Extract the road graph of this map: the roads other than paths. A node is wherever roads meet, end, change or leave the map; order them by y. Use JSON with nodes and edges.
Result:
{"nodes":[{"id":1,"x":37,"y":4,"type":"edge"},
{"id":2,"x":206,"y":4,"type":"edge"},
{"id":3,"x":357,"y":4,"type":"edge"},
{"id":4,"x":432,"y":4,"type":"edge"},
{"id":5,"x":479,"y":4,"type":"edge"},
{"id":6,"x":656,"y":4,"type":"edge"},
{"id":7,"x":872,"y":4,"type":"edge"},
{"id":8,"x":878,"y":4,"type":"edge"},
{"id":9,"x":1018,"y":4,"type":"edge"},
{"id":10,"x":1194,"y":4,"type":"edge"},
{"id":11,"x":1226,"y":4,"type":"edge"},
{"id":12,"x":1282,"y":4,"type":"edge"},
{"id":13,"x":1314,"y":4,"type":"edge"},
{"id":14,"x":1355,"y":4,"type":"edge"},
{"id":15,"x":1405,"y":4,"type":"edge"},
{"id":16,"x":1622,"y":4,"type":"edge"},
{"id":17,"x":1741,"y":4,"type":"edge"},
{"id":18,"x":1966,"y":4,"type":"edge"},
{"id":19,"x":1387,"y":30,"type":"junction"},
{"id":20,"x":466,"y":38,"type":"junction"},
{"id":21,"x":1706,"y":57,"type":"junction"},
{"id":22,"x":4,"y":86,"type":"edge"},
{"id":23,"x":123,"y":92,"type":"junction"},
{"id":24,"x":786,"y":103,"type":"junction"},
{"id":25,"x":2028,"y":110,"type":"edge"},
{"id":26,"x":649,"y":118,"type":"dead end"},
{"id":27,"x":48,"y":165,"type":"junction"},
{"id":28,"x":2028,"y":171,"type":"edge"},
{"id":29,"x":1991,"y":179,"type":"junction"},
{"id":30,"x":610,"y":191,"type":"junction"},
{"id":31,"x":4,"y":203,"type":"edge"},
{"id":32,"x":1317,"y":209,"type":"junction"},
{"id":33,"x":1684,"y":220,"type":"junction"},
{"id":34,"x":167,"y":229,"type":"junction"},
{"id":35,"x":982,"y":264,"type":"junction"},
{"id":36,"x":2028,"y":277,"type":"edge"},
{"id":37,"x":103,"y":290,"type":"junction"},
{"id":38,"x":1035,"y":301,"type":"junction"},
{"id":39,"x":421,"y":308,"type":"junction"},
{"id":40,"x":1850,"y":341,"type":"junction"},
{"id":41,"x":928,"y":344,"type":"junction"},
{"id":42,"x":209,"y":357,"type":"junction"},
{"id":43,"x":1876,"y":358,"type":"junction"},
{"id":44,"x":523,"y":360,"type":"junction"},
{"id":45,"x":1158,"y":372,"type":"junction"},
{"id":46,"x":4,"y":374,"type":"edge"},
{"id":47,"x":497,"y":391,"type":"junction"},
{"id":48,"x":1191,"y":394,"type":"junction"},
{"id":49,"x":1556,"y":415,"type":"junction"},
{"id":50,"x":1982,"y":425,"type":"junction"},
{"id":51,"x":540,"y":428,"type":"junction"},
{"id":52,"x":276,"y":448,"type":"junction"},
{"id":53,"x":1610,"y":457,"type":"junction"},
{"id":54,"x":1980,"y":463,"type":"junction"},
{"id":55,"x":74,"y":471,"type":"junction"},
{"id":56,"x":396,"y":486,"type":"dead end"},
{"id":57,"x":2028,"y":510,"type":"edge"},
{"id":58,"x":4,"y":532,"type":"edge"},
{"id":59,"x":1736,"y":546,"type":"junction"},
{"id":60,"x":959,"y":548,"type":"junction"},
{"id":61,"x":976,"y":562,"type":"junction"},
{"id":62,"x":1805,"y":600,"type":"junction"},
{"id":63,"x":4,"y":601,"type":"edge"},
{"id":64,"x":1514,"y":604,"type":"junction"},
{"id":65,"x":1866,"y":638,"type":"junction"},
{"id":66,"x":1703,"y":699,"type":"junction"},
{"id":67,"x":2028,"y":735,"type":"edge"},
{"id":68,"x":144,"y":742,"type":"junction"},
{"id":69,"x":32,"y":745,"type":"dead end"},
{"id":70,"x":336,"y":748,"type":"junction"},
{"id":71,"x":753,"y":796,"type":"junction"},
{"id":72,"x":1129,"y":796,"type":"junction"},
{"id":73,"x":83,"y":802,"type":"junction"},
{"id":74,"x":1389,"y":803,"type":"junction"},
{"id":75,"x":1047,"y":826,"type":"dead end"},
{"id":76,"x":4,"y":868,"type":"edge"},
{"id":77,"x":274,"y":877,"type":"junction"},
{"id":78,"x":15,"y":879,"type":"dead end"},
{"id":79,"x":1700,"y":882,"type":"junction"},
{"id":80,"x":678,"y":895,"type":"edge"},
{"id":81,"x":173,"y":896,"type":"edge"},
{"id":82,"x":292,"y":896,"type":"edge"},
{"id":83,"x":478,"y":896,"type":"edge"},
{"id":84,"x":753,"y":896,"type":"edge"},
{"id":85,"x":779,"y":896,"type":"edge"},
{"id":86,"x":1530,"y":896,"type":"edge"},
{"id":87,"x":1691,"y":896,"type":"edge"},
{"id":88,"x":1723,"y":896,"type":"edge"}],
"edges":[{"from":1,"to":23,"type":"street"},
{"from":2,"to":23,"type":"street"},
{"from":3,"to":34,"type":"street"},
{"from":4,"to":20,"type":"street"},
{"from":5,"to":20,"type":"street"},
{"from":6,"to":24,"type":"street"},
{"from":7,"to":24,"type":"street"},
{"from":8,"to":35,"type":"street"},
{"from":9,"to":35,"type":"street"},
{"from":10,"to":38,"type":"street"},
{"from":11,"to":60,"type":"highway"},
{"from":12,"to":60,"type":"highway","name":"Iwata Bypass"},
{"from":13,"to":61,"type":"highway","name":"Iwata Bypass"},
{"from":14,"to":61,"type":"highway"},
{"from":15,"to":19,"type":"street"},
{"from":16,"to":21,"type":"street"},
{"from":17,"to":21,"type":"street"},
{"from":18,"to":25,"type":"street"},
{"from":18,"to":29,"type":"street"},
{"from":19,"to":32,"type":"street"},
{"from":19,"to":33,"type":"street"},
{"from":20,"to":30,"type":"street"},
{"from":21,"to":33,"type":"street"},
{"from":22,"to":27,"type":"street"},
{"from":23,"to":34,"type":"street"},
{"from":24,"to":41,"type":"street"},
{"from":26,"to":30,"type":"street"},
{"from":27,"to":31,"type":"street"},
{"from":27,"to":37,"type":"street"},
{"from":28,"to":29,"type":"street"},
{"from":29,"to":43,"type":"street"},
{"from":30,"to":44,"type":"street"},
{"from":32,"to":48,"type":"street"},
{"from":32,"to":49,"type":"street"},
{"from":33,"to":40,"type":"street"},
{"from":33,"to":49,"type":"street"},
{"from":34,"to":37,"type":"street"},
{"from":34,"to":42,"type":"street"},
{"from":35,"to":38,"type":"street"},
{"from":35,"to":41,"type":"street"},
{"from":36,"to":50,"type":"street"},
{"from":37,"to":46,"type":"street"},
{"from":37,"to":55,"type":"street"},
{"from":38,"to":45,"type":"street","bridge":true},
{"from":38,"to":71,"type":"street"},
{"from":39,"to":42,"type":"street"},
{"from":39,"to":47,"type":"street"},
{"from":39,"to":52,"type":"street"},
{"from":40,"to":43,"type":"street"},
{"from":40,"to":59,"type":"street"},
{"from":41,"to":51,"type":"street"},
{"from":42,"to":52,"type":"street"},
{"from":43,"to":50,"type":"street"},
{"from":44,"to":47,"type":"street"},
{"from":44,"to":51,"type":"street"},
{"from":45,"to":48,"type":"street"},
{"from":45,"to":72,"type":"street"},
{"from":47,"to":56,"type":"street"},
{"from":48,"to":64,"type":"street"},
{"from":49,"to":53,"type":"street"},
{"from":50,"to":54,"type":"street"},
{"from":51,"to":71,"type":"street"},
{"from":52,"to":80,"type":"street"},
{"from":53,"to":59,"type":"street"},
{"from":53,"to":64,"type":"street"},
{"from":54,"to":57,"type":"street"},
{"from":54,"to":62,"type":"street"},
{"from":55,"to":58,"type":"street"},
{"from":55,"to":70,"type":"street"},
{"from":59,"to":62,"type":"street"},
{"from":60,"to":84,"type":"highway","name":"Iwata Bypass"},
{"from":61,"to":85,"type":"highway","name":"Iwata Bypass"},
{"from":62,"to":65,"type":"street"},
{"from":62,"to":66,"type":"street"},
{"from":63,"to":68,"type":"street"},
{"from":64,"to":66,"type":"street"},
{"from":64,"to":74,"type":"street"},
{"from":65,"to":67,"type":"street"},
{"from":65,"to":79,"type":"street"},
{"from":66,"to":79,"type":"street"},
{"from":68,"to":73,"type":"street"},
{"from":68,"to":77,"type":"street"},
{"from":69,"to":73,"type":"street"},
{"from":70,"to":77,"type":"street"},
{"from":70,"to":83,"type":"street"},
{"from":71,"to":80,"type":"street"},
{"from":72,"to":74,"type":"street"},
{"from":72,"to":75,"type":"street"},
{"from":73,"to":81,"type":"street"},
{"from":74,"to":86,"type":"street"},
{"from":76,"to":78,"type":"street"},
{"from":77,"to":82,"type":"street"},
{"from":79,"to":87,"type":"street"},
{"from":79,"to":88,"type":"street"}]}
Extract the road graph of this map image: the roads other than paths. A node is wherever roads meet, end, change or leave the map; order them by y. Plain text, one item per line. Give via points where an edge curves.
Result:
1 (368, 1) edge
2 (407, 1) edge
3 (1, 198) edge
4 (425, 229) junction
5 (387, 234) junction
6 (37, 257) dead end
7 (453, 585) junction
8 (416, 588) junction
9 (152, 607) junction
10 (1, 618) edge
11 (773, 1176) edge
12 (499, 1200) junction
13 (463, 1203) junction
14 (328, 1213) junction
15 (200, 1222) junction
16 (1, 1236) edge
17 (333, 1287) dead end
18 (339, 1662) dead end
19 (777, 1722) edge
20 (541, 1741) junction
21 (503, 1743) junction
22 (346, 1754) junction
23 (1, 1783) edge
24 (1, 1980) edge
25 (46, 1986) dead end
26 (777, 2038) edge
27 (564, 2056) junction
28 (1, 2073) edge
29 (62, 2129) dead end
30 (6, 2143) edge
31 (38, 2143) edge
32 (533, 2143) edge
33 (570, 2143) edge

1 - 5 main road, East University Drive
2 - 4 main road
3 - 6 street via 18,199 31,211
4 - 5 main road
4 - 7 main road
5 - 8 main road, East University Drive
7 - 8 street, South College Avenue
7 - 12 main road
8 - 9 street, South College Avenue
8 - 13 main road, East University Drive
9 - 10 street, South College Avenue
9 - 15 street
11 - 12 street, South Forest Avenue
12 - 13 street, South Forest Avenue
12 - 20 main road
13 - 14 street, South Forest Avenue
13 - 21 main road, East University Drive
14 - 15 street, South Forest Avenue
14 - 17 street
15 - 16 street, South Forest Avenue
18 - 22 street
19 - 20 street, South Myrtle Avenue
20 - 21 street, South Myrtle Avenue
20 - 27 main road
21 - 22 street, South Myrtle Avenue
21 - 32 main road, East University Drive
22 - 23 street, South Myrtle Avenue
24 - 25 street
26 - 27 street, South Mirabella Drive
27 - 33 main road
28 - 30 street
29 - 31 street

**Instructions for the task**
In the entries above, which lines hold the string "Avenue"? Report all of them.

**The answer**
7 - 8 street, South College Avenue
8 - 9 street, South College Avenue
9 - 10 street, South College Avenue
11 - 12 street, South Forest Avenue
12 - 13 street, South Forest Avenue
13 - 14 street, South Forest Avenue
14 - 15 street, South Forest Avenue
15 - 16 street, South Forest Avenue
19 - 20 street, South Myrtle Avenue
20 - 21 street, South Myrtle Avenue
21 - 22 street, South Myrtle Avenue
22 - 23 street, South Myrtle Avenue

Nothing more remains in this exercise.